The paper provides a unified, detailed analysis of the coherent scattering function in the reptation model, including effects of creep, tube fluctuations, and internal relaxation, with validation against simulations.

Findings

Excellent agreement with simulations when accounting for micro-structure effects.

Internal relaxation effects do not support the Rouse chain in a tube model.

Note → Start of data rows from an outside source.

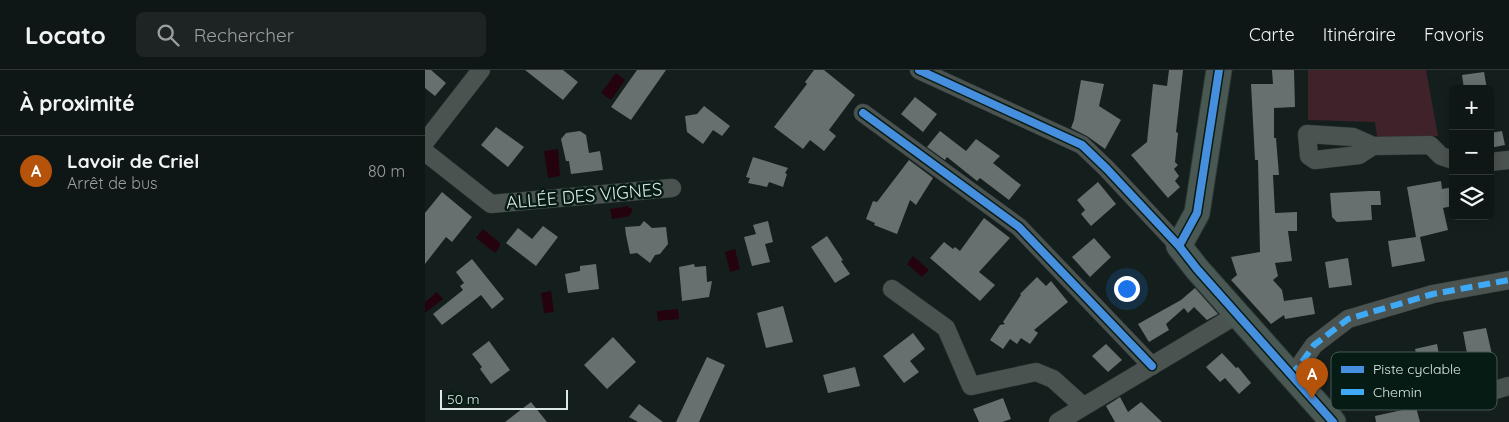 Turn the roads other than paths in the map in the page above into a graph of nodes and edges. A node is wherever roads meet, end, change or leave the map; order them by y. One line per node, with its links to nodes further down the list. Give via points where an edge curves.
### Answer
1 (481, 70): 5 (street)
2 (919, 70): 12 (street, via 1082,145)
3 (1219, 70): 12 (street, via 1197,213)
4 (863, 113): 16 (street, via 1019,228)
5 (425, 142)
6 (1373, 146): 8 (street, via 1430,145 1441,156)
7 (425, 152): 11 (street, ALLÉE DES VIGNES, via 491,204)
8 (1449, 159)
9 (1509, 160): 10 (street)
10 (1494, 162)
11 (672, 188)
12 (1179, 246): 15 (street)
13 (1509, 280): 17 (street, via 1433,294 1348,319 1315,345)
14 (892, 289): 18 (street, via 946,328 971,386 1036,372 1053,379)
15 (1238, 314): 16 (street); 17 (street)
16 (1152, 366): 18 (street)
17 (1290, 375): 20 (street)
18 (1083, 406): 19 (street)
19 (1058, 422)
20 (1333, 422)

Long chain limits reproduce primitive chain model results, but effects like tube fluctuations are significant for shorter chains.

Abstract

We calculate the coherent dynamical scattering function S_c(q,t;N) of a flexible chain of length N, diffusing through an ordered background of topological obstacles. As an instructive generalization, we also calculate the scattering function S_c(q,t;M,N) for the central piece of length M < N of the chain. Using the full reptation model, we treat global creep, tube length fluctuations, and internal relaxation within a consistent and unified approach. Our theory concentrates on the universal aspects of reptational motion, and our results in all details show excellent agreement with our simulations of the Evans-Edwards model, provided we allow for a phenomenological prefactor which accounts for non-universal effects of the micro-structure of the Monte Carlo chain, present for short times. Previous approaches to the coherent structure function can be analyzed as special limits of our theory. First, the effects of internal relaxation can be isolated by studying the limit $N \to \infty$, M fixed. The results do not support the model of a `Rouse chain in a tube'. We trace this back to the non-equilibrium initial conditions of the latter model. Second, in the limit of long chains $(M = N \to \infty)$ and times large compared to the internal relaxation time $(t/N^2 \to \infty)$, our theory reproduces the results of the primitive chain model. This limiting form applies only to extremely long chains, and for chain lengths accessible in practice, effects of, e.g., tube length fluctuations are not negligible.